**YOUR GOAL:** If a line of the records contains the string "controls", copy it out.
TASK DATA Start Marker
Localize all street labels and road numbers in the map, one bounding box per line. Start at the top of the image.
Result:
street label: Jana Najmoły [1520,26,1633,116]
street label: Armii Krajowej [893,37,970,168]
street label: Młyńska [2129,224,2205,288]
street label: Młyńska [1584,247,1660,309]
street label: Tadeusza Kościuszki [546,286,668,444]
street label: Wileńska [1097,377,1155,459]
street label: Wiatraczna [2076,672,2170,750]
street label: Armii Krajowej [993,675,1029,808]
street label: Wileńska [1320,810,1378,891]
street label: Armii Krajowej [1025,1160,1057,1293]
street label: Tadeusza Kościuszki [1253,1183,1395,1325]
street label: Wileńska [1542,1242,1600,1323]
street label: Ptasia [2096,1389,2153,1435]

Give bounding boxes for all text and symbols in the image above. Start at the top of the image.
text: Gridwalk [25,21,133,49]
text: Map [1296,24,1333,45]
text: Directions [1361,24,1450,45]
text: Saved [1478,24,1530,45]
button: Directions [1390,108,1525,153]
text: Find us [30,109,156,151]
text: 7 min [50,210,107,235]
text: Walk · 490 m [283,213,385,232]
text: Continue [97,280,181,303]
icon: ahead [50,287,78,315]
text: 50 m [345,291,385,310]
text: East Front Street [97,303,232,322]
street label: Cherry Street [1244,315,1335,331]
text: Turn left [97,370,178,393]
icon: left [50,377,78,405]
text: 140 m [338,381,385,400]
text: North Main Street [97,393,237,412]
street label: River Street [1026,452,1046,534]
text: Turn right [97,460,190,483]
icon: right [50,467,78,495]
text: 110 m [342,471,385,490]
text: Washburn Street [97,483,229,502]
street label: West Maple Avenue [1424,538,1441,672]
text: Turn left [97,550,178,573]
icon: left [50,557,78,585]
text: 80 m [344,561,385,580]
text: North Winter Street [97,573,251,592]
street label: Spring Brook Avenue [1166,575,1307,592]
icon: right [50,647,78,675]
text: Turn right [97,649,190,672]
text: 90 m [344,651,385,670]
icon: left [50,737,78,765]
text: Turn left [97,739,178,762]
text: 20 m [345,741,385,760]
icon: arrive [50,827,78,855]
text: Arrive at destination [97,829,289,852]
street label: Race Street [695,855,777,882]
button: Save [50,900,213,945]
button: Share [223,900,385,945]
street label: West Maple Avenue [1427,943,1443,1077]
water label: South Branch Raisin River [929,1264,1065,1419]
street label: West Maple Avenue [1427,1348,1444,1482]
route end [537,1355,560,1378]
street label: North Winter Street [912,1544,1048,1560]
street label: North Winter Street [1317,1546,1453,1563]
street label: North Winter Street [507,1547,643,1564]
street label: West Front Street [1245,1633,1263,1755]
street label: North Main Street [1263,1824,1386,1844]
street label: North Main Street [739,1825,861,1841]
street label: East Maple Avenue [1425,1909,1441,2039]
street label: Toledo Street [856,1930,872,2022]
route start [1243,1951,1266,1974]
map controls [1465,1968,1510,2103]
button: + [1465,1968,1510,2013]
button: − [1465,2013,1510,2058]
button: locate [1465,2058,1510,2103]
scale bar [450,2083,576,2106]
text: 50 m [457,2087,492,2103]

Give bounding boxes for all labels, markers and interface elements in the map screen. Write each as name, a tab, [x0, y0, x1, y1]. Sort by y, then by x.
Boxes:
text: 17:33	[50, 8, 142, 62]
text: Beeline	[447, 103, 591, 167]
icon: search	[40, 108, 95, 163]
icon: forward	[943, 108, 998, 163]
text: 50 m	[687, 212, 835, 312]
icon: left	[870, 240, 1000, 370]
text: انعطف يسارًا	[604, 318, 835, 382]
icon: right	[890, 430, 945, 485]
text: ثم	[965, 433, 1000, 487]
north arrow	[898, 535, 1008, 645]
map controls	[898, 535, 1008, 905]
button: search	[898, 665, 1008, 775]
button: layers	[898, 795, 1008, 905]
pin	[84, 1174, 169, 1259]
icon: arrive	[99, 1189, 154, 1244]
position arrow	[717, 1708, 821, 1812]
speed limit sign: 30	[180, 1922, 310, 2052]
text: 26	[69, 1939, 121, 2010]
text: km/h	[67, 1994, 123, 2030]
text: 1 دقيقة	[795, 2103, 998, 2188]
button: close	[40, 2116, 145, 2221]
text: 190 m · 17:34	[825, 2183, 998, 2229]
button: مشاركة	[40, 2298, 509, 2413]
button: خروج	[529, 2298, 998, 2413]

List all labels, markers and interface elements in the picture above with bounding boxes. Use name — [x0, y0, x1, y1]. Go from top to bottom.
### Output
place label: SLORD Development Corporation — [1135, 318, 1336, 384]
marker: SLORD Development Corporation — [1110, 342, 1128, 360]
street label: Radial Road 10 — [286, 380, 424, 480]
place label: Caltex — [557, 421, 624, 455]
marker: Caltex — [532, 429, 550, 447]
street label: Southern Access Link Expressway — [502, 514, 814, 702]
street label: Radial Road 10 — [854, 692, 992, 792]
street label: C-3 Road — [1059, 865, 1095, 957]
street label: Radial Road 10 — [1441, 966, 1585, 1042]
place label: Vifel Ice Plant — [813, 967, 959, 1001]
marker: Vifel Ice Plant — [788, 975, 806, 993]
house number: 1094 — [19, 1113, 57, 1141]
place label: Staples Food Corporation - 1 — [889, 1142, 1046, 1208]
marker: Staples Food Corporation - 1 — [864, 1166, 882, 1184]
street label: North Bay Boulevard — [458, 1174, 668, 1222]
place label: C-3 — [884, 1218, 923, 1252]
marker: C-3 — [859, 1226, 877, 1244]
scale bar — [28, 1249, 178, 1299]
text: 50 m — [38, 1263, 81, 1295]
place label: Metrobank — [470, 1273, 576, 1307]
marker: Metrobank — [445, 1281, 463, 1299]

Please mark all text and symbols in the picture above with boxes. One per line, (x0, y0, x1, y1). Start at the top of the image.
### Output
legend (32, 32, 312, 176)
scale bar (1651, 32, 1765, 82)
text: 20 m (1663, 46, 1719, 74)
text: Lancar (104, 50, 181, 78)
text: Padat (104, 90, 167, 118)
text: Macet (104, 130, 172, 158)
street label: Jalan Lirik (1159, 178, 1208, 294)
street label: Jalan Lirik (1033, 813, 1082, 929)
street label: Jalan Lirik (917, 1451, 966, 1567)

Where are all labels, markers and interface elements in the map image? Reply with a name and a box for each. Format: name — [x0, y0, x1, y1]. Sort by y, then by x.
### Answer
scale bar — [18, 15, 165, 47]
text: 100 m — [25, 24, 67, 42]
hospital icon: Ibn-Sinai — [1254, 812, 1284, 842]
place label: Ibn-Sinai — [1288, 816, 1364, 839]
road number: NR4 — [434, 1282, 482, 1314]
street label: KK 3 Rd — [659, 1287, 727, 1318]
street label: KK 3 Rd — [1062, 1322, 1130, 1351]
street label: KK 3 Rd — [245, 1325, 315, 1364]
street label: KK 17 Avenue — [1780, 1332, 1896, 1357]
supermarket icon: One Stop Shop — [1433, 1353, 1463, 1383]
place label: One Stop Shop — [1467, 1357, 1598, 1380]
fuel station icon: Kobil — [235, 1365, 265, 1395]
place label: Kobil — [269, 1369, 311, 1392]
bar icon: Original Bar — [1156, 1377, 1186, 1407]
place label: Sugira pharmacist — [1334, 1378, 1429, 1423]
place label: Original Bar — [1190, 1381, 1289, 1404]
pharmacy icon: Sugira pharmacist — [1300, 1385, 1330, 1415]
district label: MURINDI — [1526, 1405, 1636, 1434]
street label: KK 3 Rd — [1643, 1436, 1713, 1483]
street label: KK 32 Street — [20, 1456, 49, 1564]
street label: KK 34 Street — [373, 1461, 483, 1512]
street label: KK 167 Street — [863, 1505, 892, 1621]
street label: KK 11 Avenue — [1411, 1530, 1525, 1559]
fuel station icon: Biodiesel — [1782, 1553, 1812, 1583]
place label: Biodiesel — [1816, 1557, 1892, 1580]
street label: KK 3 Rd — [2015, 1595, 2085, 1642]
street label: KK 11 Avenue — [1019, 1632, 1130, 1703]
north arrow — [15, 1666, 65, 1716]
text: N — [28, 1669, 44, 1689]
TASK DATA End Marker
**PROBLEM SOLUTION:**
map controls [1465,1968,1510,2103]
map controls	[898, 535, 1008, 905]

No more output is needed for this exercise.